Clinical pre-test probability: IDA is overwhelmingly likely — pregnancy is a high-demand state for iron (foetal needs plus expanding maternal red cell mass), and the WHO reports that 40–50% of pregnant women in India are anaemic, predominantly from IDA. The diagnostic plan: (1) Serum ferritin — if <30 ng/mL, IDA confirmed without further tests; (2) if ferritin is 30–80 ng/mL (a range that can be physiologically raised in pregnancy despite depleted stores), add TSAT (<16% confirms iron-restricted erythropoiesis); (3) Peripheral smear to check for pencil cells confirming the microcytic-hypochromic picture; (4) MCV/RBC (Mentzer index) to screen for coexistent thalassaemia trait (important before starting iron if there is clinical suspicion); (5) Serum B12 and folate given the high prevalence of combined deficiency in pregnancy. Decision rule: ferritin <30 plus TSAT <16% — treat with oral iron plus folate without further workup; Mentzer index <13 or smear shows target cells — add haemoglobin electrophoresis before committing to treatment.
Case 2: A 62-year-old male farmer presenting with insidious weight loss and Hb 9.2 g/dL, MCV 75 fL.
Clinical pre-test probability: new-onset microcytic anaemia in an elderly man requires exclusion of occult gastrointestinal blood loss from colorectal carcinoma before a diagnosis of nutritional IDA is accepted. A fundamental principle of internal medicine is that IDA in an adult male or post-menopausal female must always prompt a search for a GI bleeding source. Diagnostic plan: (1) Serum ferritin — likely low, confirming IDA; (2) Stool occult blood test (guaiac or faecal immunochemical test); (3) Upper GI endoscopy (gastroscopy) — peptic ulcer, gastric carcinoma; (4) Lower GI endoscopy (colonoscopy) — colorectal carcinoma, angiodysplasia; (5) If both endoscopies are negative — capsule endoscopy or CT enterography for small bowel pathology.

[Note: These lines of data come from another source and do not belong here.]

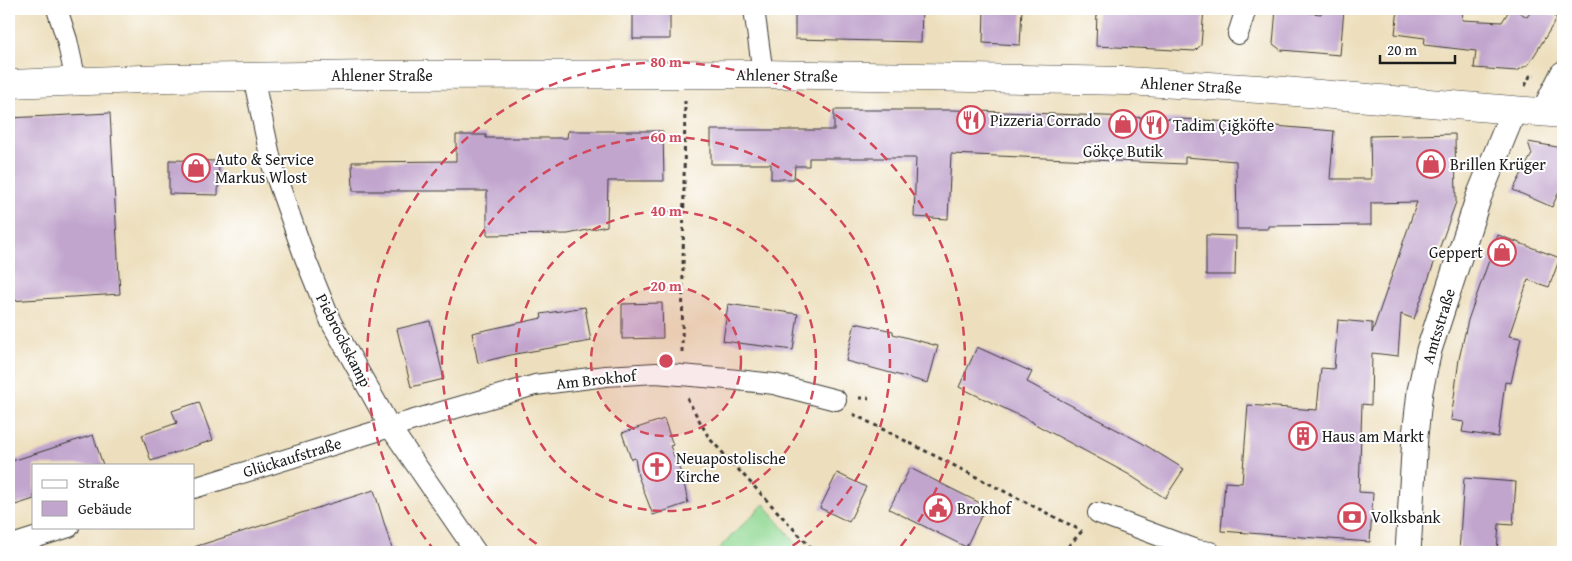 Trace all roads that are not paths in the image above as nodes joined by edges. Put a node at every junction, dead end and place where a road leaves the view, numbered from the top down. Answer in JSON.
{"nodes":[{"id":1,"x":57,"y":9,"type":"edge"},
{"id":2,"x":754,"y":9,"type":"edge"},
{"id":3,"x":1246,"y":9,"type":"edge"},
{"id":4,"x":1238,"y":34,"type":"dead end"},
{"id":5,"x":763,"y":74,"type":"junction"},
{"id":6,"x":1563,"y":74,"type":"edge"},
{"id":7,"x":253,"y":76,"type":"junction"},
{"id":8,"x":76,"y":81,"type":"junction"},
{"id":9,"x":9,"y":84,"type":"edge"},
{"id":10,"x":1514,"y":110,"type":"junction"},
{"id":11,"x":1554,"y":113,"type":"edge"},
{"id":12,"x":836,"y":400,"type":"road end"},
{"id":13,"x":390,"y":427,"type":"junction"},
{"id":14,"x":195,"y":488,"type":"edge"},
{"id":15,"x":1098,"y":513,"type":"road end"},
{"id":16,"x":66,"y":528,"type":"edge"},
{"id":17,"x":9,"y":546,"type":"edge"},
{"id":18,"x":476,"y":552,"type":"edge"},
{"id":19,"x":1210,"y":552,"type":"edge"},
{"id":20,"x":1408,"y":552,"type":"edge"}],
"edges":[{"from":1,"to":8,"type":"street"},
{"from":2,"to":5,"type":"street"},
{"from":3,"to":4,"type":"street"},
{"from":5,"to":7,"type":"main road","name":"Ahlener Straße"},
{"from":5,"to":10,"type":"main road","name":"Ahlener Straße"},
{"from":6,"to":11,"type":"street"},
{"from":7,"to":8,"type":"main road","name":"Ahlener Straße"},
{"from":7,"to":13,"type":"street","name":"Piebrockskamp"},
{"from":8,"to":9,"type":"main road","name":"Ahlener Straße"},
{"from":10,"to":11,"type":"main road","name":"Ahlener Straße"},
{"from":10,"to":20,"type":"street","name":"Amtsstraße"},
{"from":12,"to":13,"type":"street","name":"Am Brokhof"},
{"from":13,"to":14,"type":"street","name":"Glückaufstraße"},
{"from":13,"to":18,"type":"street","name":"Piebrockskamp"},
{"from":15,"to":19,"type":"street"},
{"from":16,"to":17,"type":"street"}]} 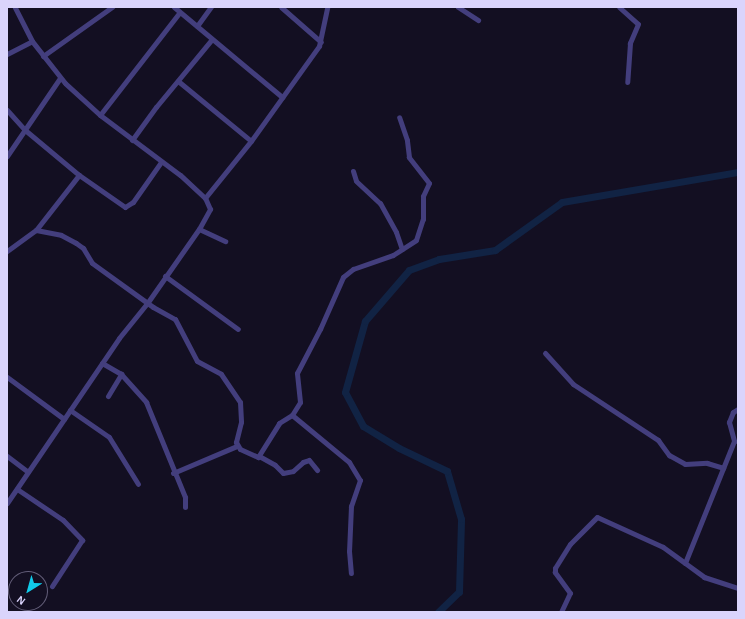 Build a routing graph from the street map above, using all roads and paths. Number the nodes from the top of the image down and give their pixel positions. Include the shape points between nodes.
1 (15, 7) edge
2 (112, 7) edge
3 (174, 7) edge
4 (211, 7) edge
5 (281, 7) edge
6 (327, 7) edge
7 (458, 7) edge
8 (619, 7) edge
9 (180, 12) junction
10 (478, 20) dead end
11 (197, 26) junction
12 (212, 39) junction
13 (32, 41) junction
14 (320, 42) junction
15 (7, 54) edge
16 (43, 56) junction
17 (60, 78) junction
18 (178, 80) junction
19 (627, 82) dead end
20 (282, 97) junction
21 (7, 110) edge
22 (100, 115) junction
23 (399, 117) dead end
24 (25, 130) junction
25 (132, 140) junction
26 (251, 141) junction
27 (7, 156) edge
28 (161, 162) junction
29 (353, 171) dead end
30 (79, 175) junction
31 (205, 198) junction
32 (199, 229) junction
33 (36, 230) junction
34 (225, 241) dead end
35 (402, 249) junction
36 (7, 251) edge
37 (165, 276) junction
38 (148, 302) junction
39 (238, 329) dead end
40 (545, 353) dead end
41 (102, 363) junction
42 (121, 374) junction
43 (7, 377) edge
44 (108, 396) dead end
45 (738, 409) edge
46 (70, 410) junction
47 (292, 415) junction
48 (64, 419) junction
49 (736, 444) edge
50 (237, 446) junction
51 (7, 456) edge
52 (259, 456) junction
53 (723, 468) junction
54 (317, 470) dead end
55 (28, 472) junction
56 (173, 473) junction
57 (138, 484) dead end
58 (17, 489) junction
59 (7, 503) edge
60 (185, 507) dead end
61 (685, 563) junction
62 (351, 573) dead end
63 (52, 586) dead end
64 (738, 588) edge
65 (561, 612) edge

1 - 13 street
2 - 16 street
3 - 9 street
4 - 11 street
5 - 14 street
6 - 14 street
7 - 10 street
8 - 19 street via 638,24 630,43
9 - 11 street
9 - 22 street
11 - 12 street
12 - 18 street
12 - 20 street
13 - 15 street
13 - 16 street
14 - 20 street
16 - 17 street
17 - 22 street
17 - 24 street
18 - 25 street
18 - 26 street
20 - 26 street
21 - 24 street
22 - 25 street
23 - 35 street via 407,140 409,157 430,185 423,196 422,219 416,240
24 - 27 street
24 - 30 street
25 - 28 street
26 - 31 street
28 - 30 street via 128,207 120,205
28 - 31 street
29 - 35 street via 356,181 380,203
30 - 33 street
31 - 32 street via 210,209
32 - 34 street
32 - 37 street
33 - 36 street
33 - 38 street via 63,236 81,247 92,263
35 - 47 street via 384,260 349,271 343,277 297,373 300,402
37 - 38 street
37 - 39 street
38 - 41 street
38 - 50 street via 175,319 197,361 215,369 234,390 242,409
40 - 53 street via 573,384 658,440 669,455 685,464 707,463
41 - 42 street
41 - 46 street
42 - 44 street
42 - 56 street via 146,402
43 - 48 street
45 - 49 street via 733,412 729,422 730,433
46 - 48 street
46 - 57 street via 110,439
47 - 52 street via 277,426
47 - 62 street via 334,447 360,478 351,504
48 - 55 street
49 - 53 street
50 - 52 street via 243,451
50 - 56 street
51 - 55 street
52 - 54 street via 283,473 293,471 309,460
53 - 61 street via 714,497 687,553
55 - 58 street
56 - 60 street via 185,497
58 - 59 street
58 - 63 street via 63,520 82,540
61 - 64 street via 704,577
61 - 65 street via 663,547 600,517 595,518 570,544 555,568 555,572 570,593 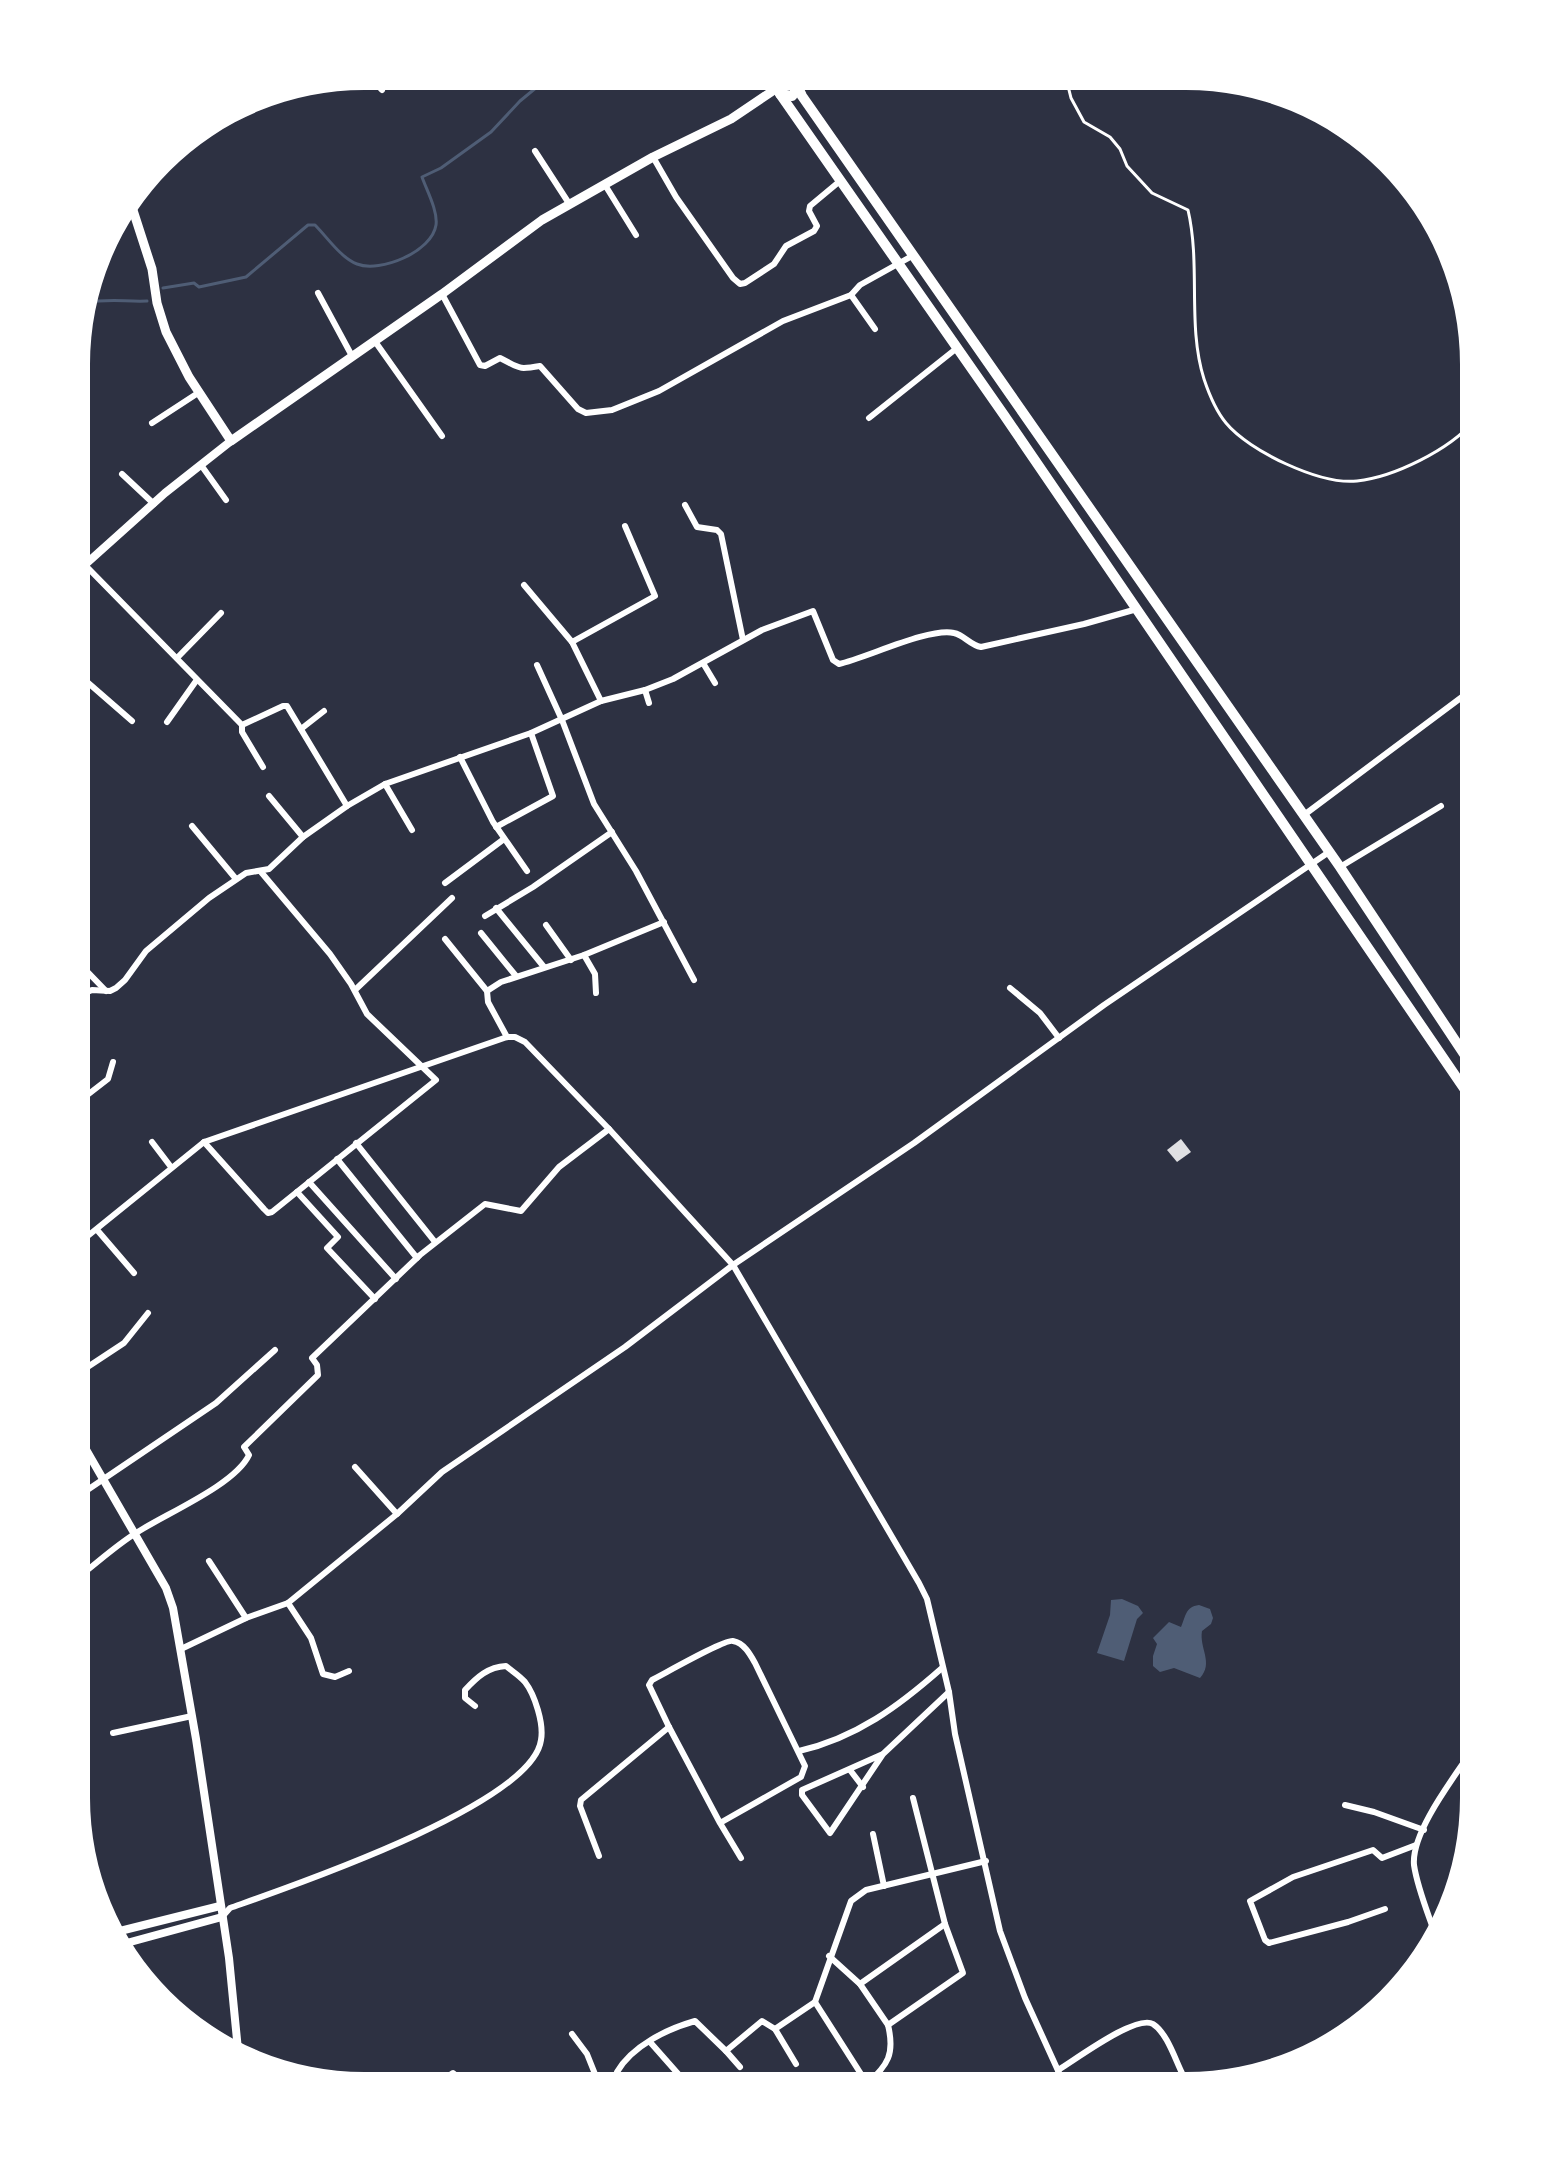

The key: IDA in this demographic is NEVER attributed to diet alone without complete GI investigation.
Case 3: A 19-year-old woman with Hb 7.1 g/dL, MCV 105 fL, marked macrocytosis with pancytopaenia (WBC 2.8 × 10⁹/L, platelets 96 × 10⁹/L), peripheral smear showing oval macrocytes and hypersegmented neutrophils.
Clinical pre-test probability: megaloblastic anaemia with pancytopaenia — severe deficiency causing haematological failure of all three cell lines. Diagnostic plan: (1) Serum B12 — likely very low; (2) Serum and red cell folate; (3) Anti-intrinsic factor antibodies and anti-parietal cell antibodies (to confirm pernicious anaemia, relevant in a young woman with autoimmune risk); (4) MMA and homocysteine — to confirm metabolic B12 deficiency and distinguish B12 from folate as the primary driver; (5) Thyroid function tests (hypothyroidism causes mild macrocytosis and can coexist); (6) Dietary and medication history. BMA is generally not required in pure megaloblastic pancytopaenia where the peripheral findings are diagnostic — but is indicated if dysplastic features on the smear raise concern for MDS.
SELF-CHECK
A 68-year-old woman with rheumatoid arthritis on long-term NSAIDs and methotrexate presents with Hb 8.4 g/dL, MCV 74 fL, serum ferritin 180 ng/mL, TIBC 200 µg/dL, and transferrin saturation 14%. She has no overt GI bleeding. Which interpretation and next step is MOST accurate?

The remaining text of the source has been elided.